Macquarie International Infrastructure Fund – See You Again?
MIIF has been a rollercoaster ride for me, as I’ve seen it’s ups and downs ever since I bought it in 2008. From what seemed to be a crappy return on investment turned out to be roughly a 7% annualized return over the last 6 years! As to why I bought it back then? Well, it seemed like a pretty interesting security to hold – assets which are primarily infrastructure focused, and having a big name like Macquarie fronting it made me click on the “Buy” button. However, later on, I realized that it was a pretty bad investment.
The reason why initially I thought it was a pretty bad investment was because the fund price kept dropping even though the dividend yield was pretty good, and I had to even “top-up” the initial investment along the way with some extra cash (and lint) I scrounged up from my pockets to average down, and ended up with a decent sum sunk into the fund.

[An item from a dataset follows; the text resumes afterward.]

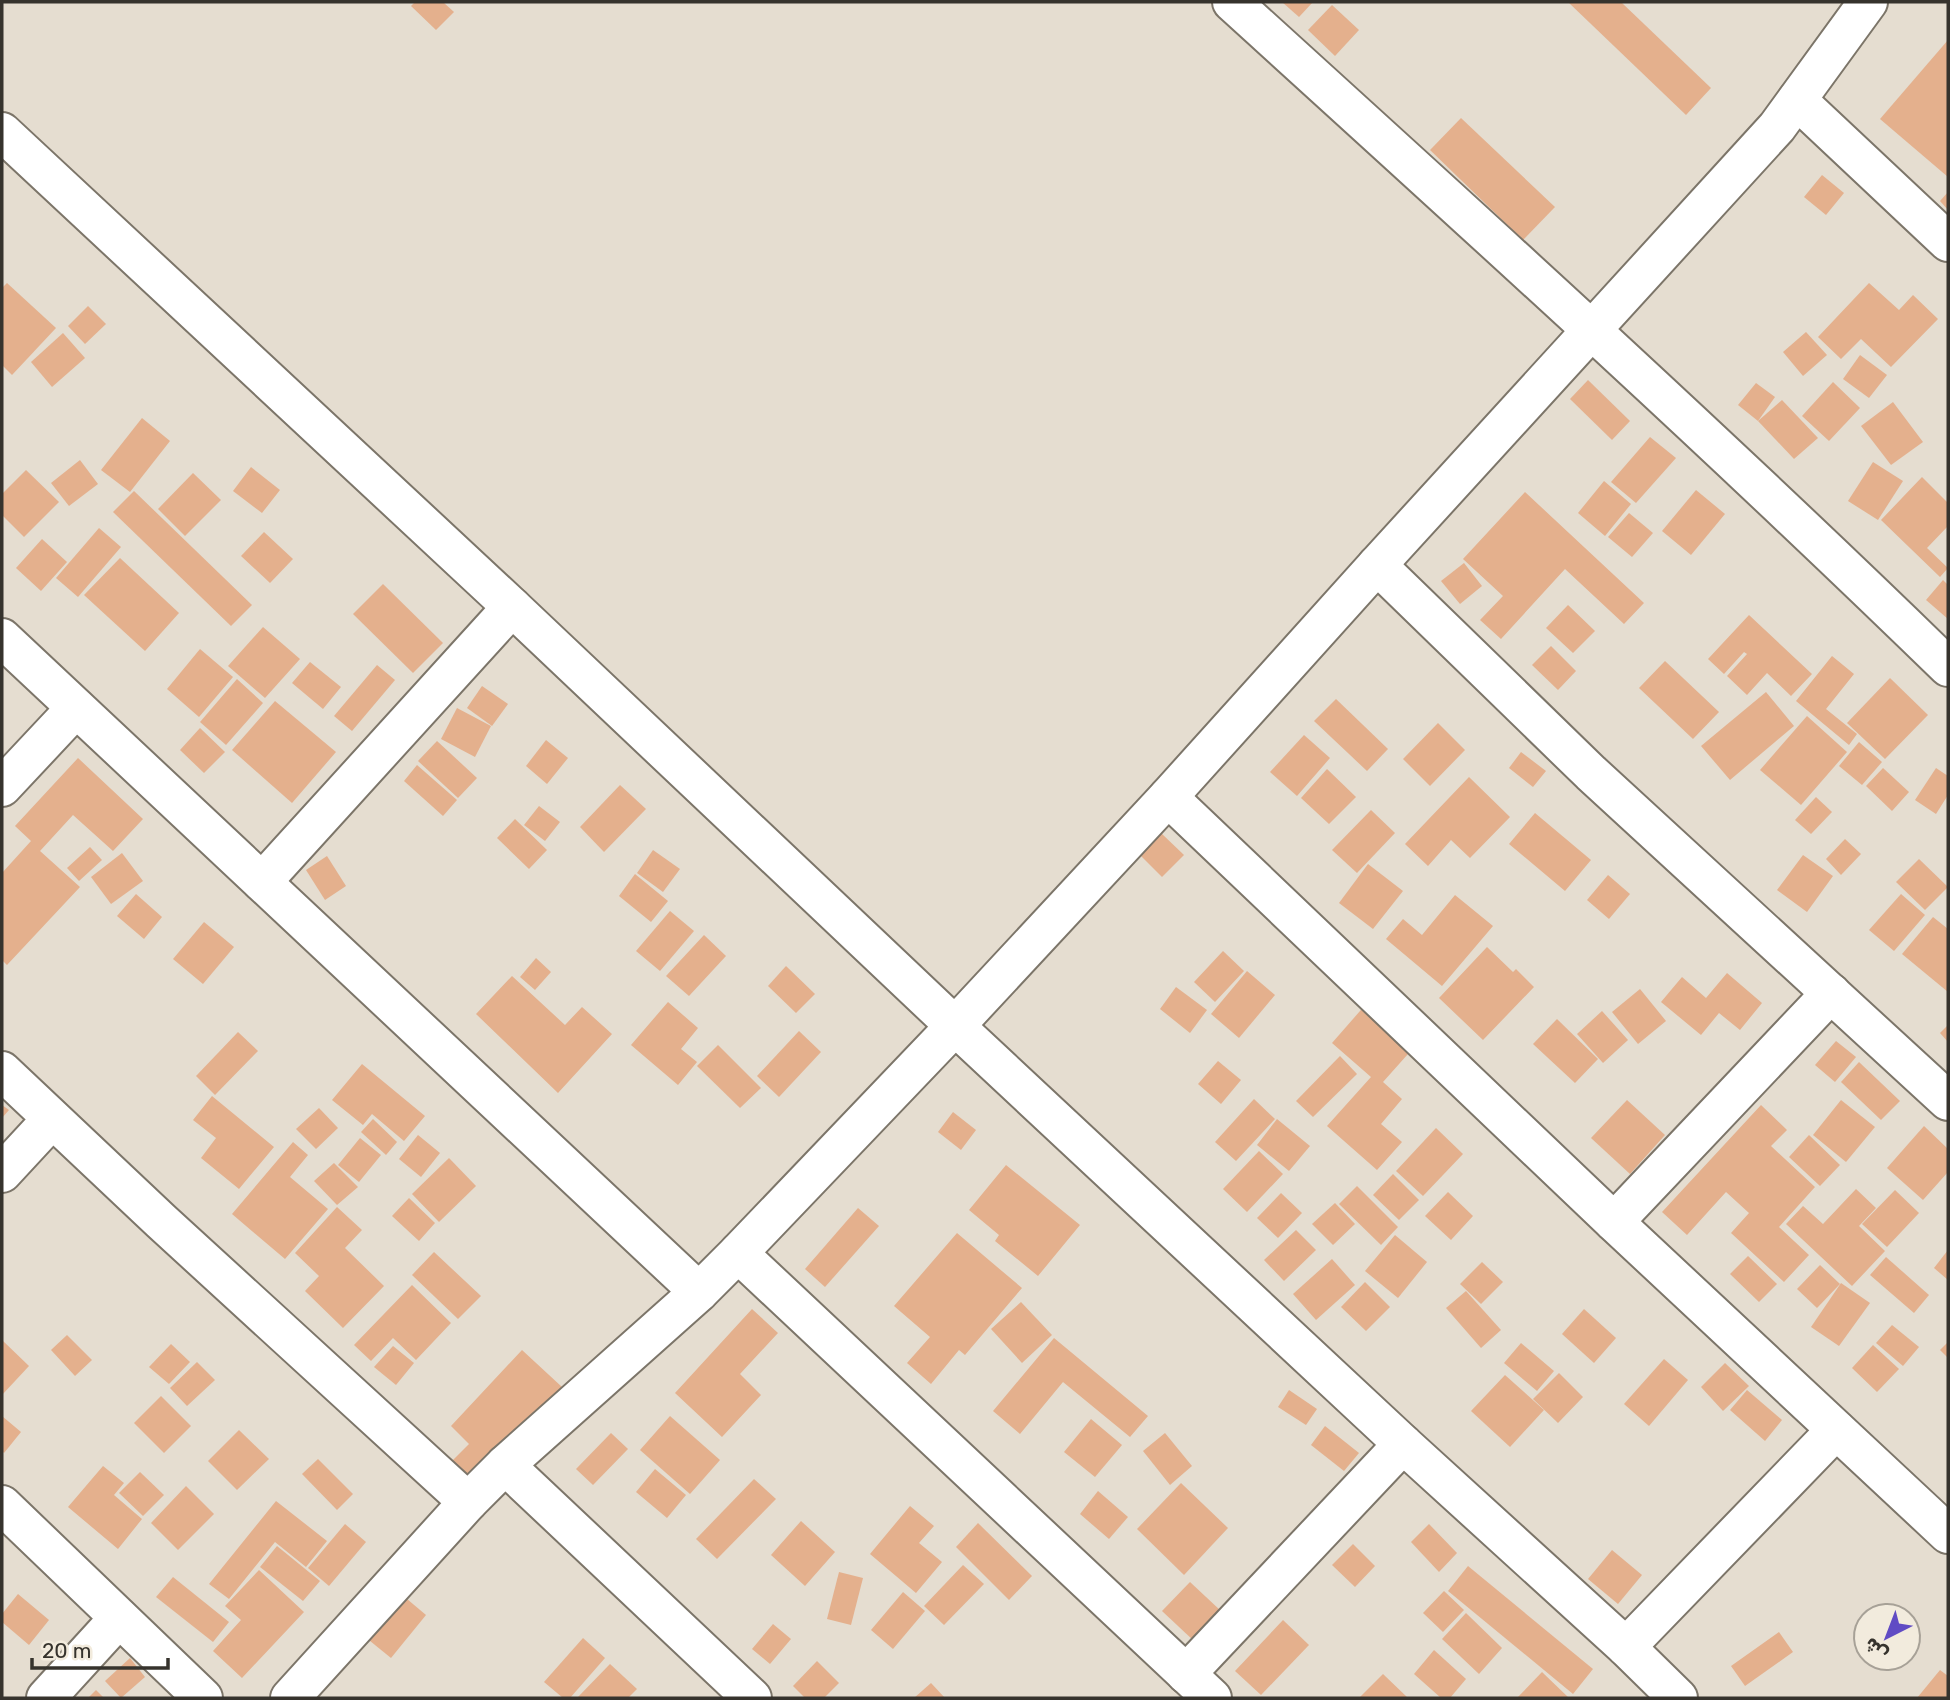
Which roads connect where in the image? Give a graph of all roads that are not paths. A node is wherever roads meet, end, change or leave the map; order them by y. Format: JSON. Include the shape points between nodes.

This all came to an end when MIIF decided to float an asset as a listed security, named Asian Pay TV (APTV) Trust, and the fund price went up as per the market’s reaction.
Back then, shareholders of MIIF could choose to either take cash or take the shares. From there, things got a bit cloudy as I have not gone through enough corporate actions to decide if I should take cash or shares, so I took shares, and sold it off a few weeks later for less than what I could have taken, or even held the shares for the long term.

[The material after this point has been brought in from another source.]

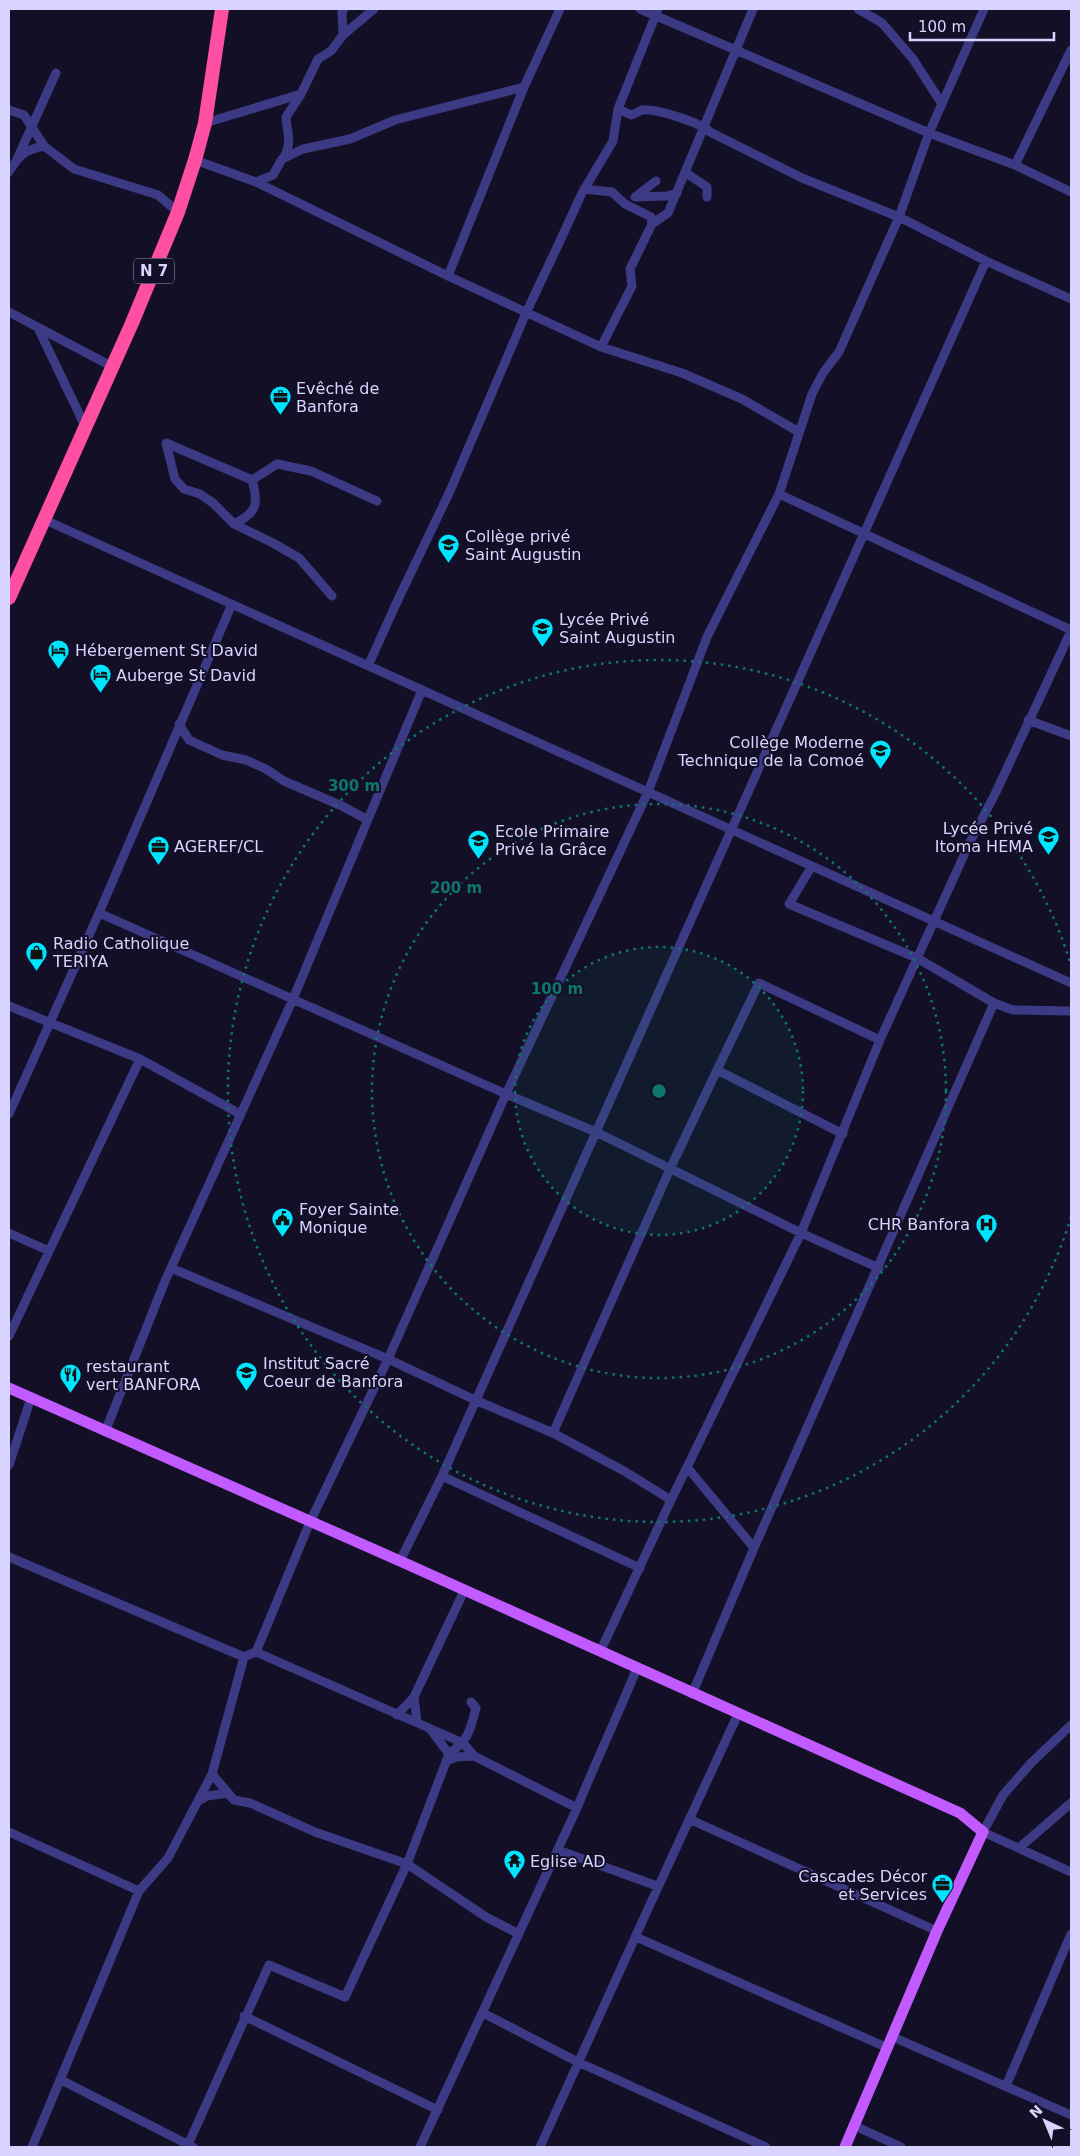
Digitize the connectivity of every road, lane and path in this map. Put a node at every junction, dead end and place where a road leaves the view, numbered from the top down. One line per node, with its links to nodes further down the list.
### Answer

However, subsequently, as the MIIF management set out to discharge their duty of “unlocking asset value” as the (other) shareholders were rather unhappy with this fund (from what I’ve gathered in the newspapers, and online back then), they sold off most of their assets bar the last one, which was finally sold this year, and thus, the business of managing the fund is over.
Closing the business isn’t the end, though – depending on if the company is solvent or not, you might even get some cash back in the form of share redemptions after the creditors and bondholders have their pick, which was what happened with MIIF. The redemption price was determined to be at $0.082714, which was pretty close to what the fund price was traded at before it was suspended for liquidation, and combining the dividends, capital returns and APTV shares sold, netted me a very nice 7%. Kudos to the MIIF management for making this possible, and from what I’ve heard, even if you bought MIIF at the IPO price of $1, you’ll still net a return of 1%, which to some people is pretty bad, but in my opinion, at least you didn’t lose any money at all – provided you didn’t sell any of the units of course.
With that said however, APTV is still listed on the SGX, and I’m still deciding if I should “follow” the management by putting money back into APTV. But until then, I’ll guess I’ll see them again some other time.